* _Goal of the exercise_
Within the entries below, please return exactly the lines from the one with "I need the junctions" through the one with "Build a routing", leaving out any pictures.

* _Input records_
☆ ☆ ☆ ☆ ☆ ☆ ☆

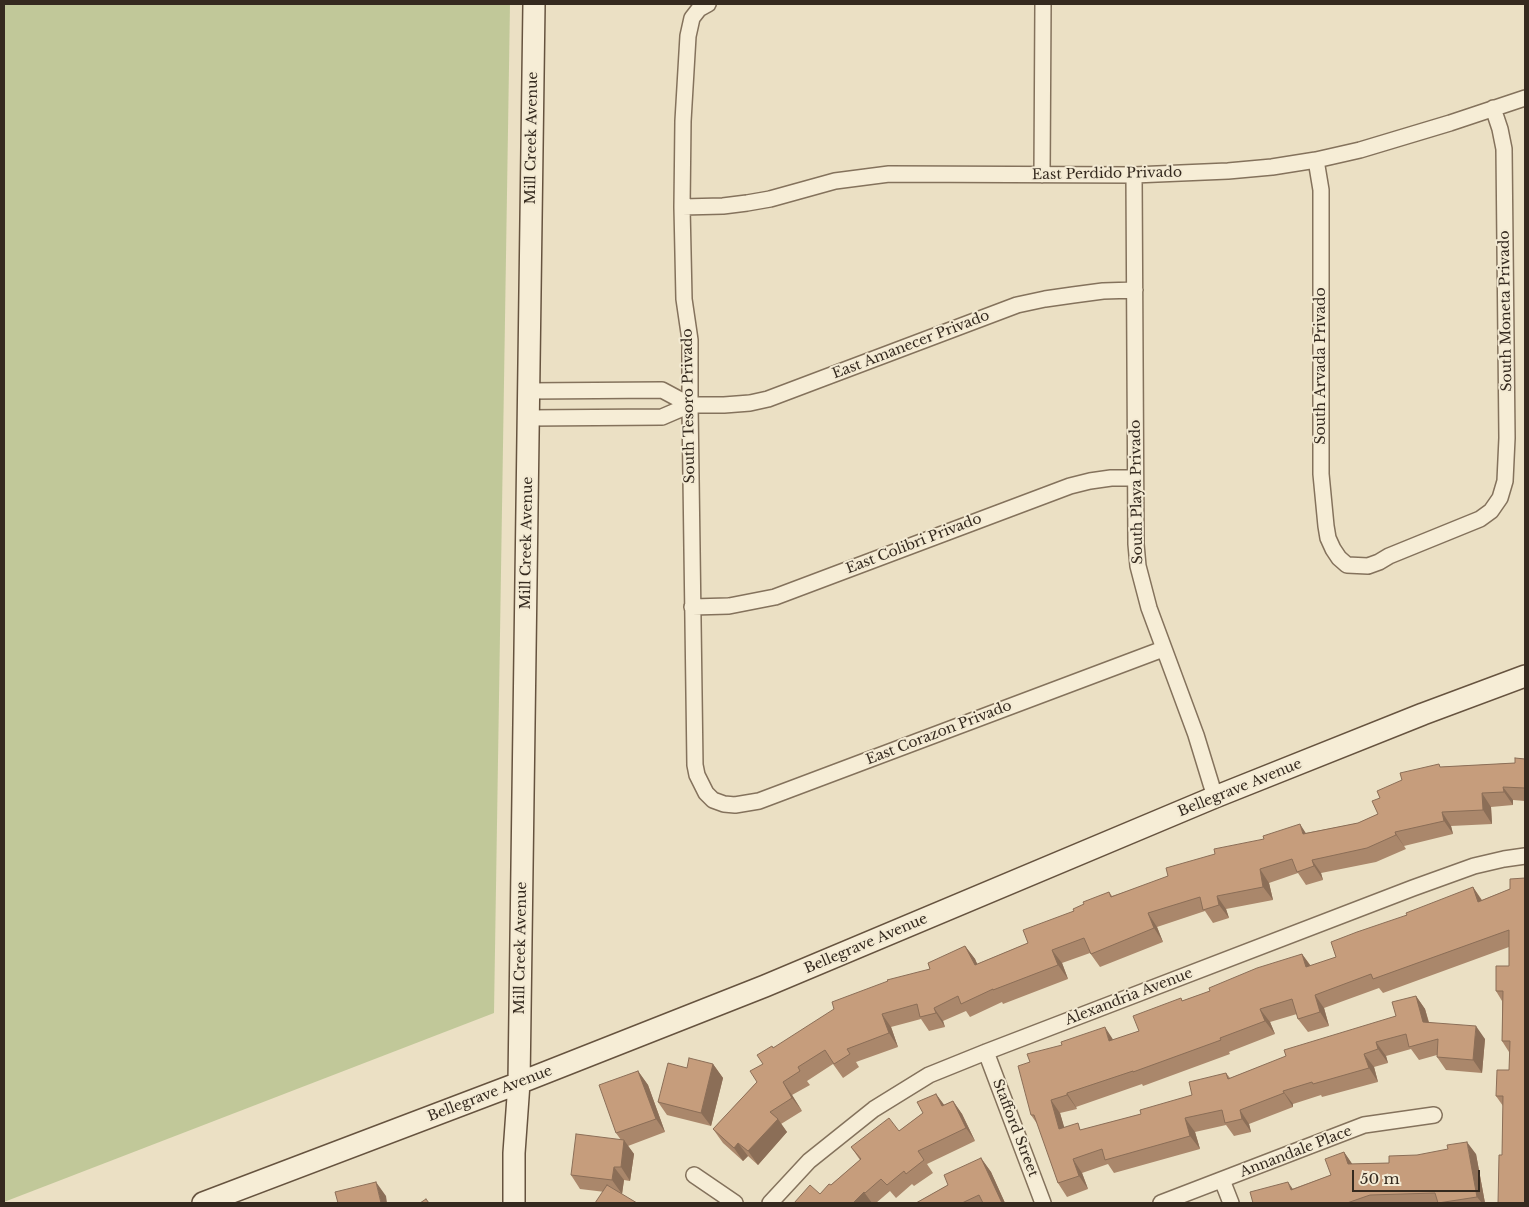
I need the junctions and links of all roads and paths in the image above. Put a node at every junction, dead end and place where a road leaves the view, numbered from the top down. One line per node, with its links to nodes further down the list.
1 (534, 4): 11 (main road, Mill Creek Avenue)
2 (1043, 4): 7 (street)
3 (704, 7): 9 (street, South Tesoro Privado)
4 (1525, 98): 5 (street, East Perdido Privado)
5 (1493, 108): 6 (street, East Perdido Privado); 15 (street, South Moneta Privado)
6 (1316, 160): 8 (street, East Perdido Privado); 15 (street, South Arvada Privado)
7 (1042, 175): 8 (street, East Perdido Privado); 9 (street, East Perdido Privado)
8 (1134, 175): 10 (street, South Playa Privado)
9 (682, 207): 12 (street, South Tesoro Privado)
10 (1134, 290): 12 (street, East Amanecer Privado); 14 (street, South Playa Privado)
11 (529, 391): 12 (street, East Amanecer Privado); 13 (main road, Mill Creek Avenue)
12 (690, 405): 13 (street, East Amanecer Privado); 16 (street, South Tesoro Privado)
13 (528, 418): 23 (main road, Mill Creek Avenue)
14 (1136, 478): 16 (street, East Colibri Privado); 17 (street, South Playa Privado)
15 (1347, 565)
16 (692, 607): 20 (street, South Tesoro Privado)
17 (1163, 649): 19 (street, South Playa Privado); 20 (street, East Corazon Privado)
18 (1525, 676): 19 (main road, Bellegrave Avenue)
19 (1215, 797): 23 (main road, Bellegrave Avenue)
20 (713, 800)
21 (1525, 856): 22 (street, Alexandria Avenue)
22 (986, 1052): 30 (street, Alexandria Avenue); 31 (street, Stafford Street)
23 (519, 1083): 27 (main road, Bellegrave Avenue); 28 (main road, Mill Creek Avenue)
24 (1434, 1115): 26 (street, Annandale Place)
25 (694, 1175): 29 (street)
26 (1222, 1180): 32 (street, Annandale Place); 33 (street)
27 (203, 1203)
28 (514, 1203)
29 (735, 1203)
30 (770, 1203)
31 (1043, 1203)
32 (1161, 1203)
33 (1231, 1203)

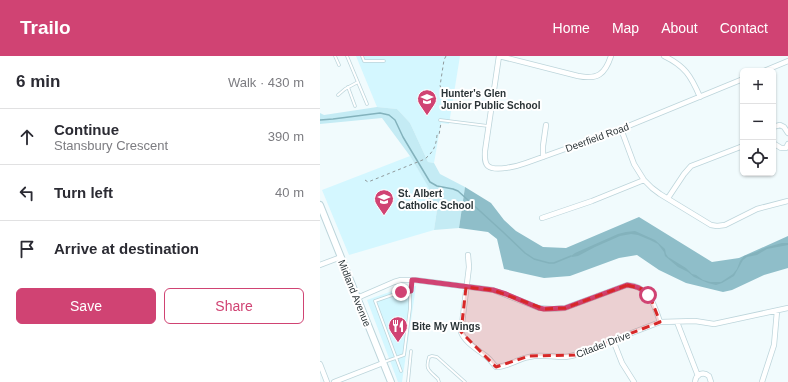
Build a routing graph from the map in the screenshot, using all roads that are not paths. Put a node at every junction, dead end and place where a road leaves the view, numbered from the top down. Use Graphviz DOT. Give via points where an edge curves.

☆ ☆ ☆ ☆ ☆ ☆ ☆

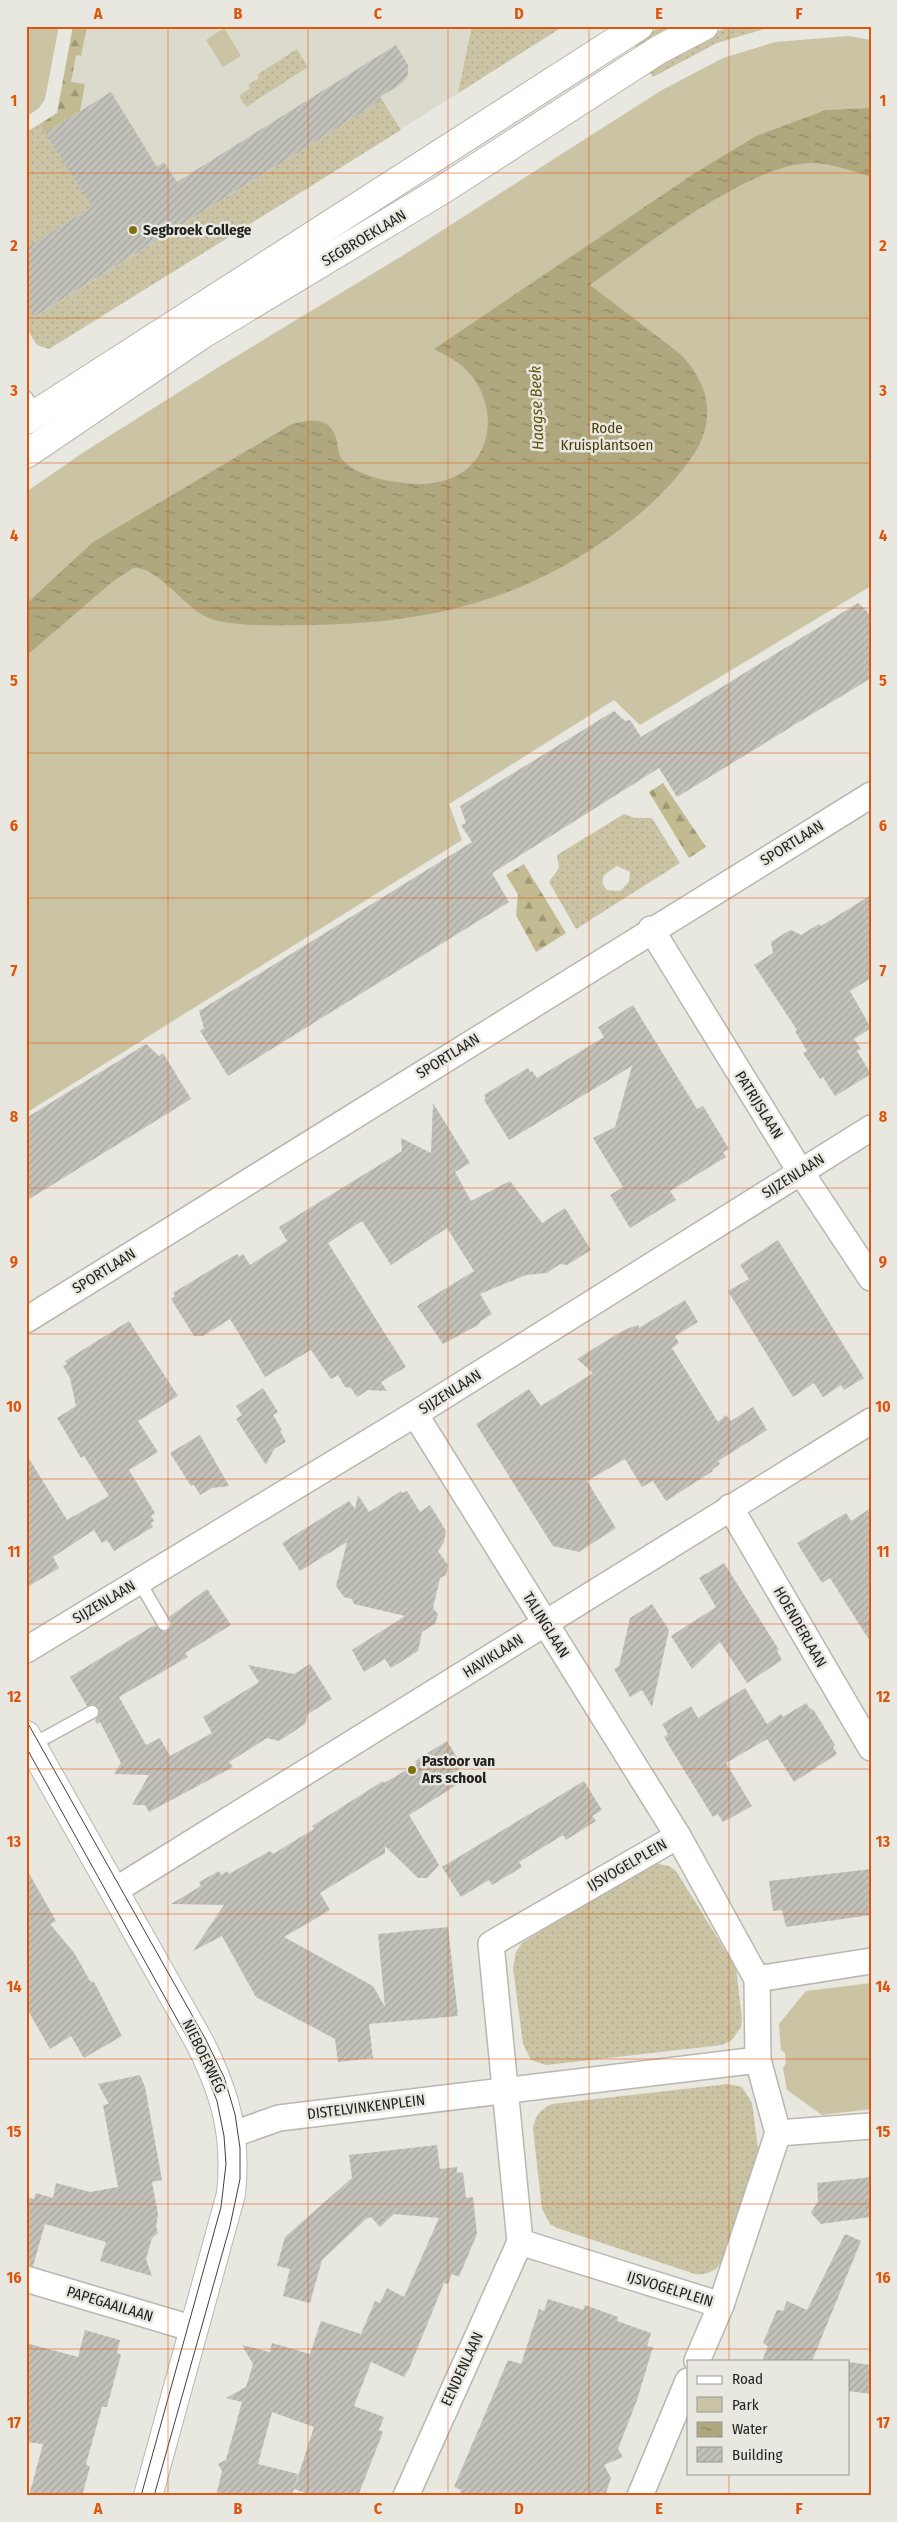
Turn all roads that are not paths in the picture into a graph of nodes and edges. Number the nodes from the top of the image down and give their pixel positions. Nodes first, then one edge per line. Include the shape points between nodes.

☆ ☆ ☆ ☆ ☆ ☆ ☆

* _Answer to this problem_
I need the junctions and links of all roads and paths in the image above. Put a node at every junction, dead end and place where a road leaves the view, numbered from the top down. One line per node, with its links to nodes further down the list.
1 (534, 4): 11 (main road, Mill Creek Avenue)
2 (1043, 4): 7 (street)
3 (704, 7): 9 (street, South Tesoro Privado)
4 (1525, 98): 5 (street, East Perdido Privado)
5 (1493, 108): 6 (street, East Perdido Privado); 15 (street, South Moneta Privado)
6 (1316, 160): 8 (street, East Perdido Privado); 15 (street, South Arvada Privado)
7 (1042, 175): 8 (street, East Perdido Privado); 9 (street, East Perdido Privado)
8 (1134, 175): 10 (street, South Playa Privado)
9 (682, 207): 12 (street, South Tesoro Privado)
10 (1134, 290): 12 (street, East Amanecer Privado); 14 (street, South Playa Privado)
11 (529, 391): 12 (street, East Amanecer Privado); 13 (main road, Mill Creek Avenue)
12 (690, 405): 13 (street, East Amanecer Privado); 16 (street, South Tesoro Privado)
13 (528, 418): 23 (main road, Mill Creek Avenue)
14 (1136, 478): 16 (street, East Colibri Privado); 17 (street, South Playa Privado)
15 (1347, 565)
16 (692, 607): 20 (street, South Tesoro Privado)
17 (1163, 649): 19 (street, South Playa Privado); 20 (street, East Corazon Privado)
18 (1525, 676): 19 (main road, Bellegrave Avenue)
19 (1215, 797): 23 (main road, Bellegrave Avenue)
20 (713, 800)
21 (1525, 856): 22 (street, Alexandria Avenue)
22 (986, 1052): 30 (street, Alexandria Avenue); 31 (street, Stafford Street)
23 (519, 1083): 27 (main road, Bellegrave Avenue); 28 (main road, Mill Creek Avenue)
24 (1434, 1115): 26 (street, Annandale Place)
25 (694, 1175): 29 (street)
26 (1222, 1180): 32 (street, Annandale Place); 33 (street)
27 (203, 1203)
28 (514, 1203)
29 (735, 1203)
30 (770, 1203)
31 (1043, 1203)
32 (1161, 1203)
33 (1231, 1203)

Build a routing graph from the map in the screenshot, using all roads that are not paths. Put a node at every junction, dead end and place where a road leaves the view, numbered from the top down. Use Graphviz DOT. Give via points where an edge curves.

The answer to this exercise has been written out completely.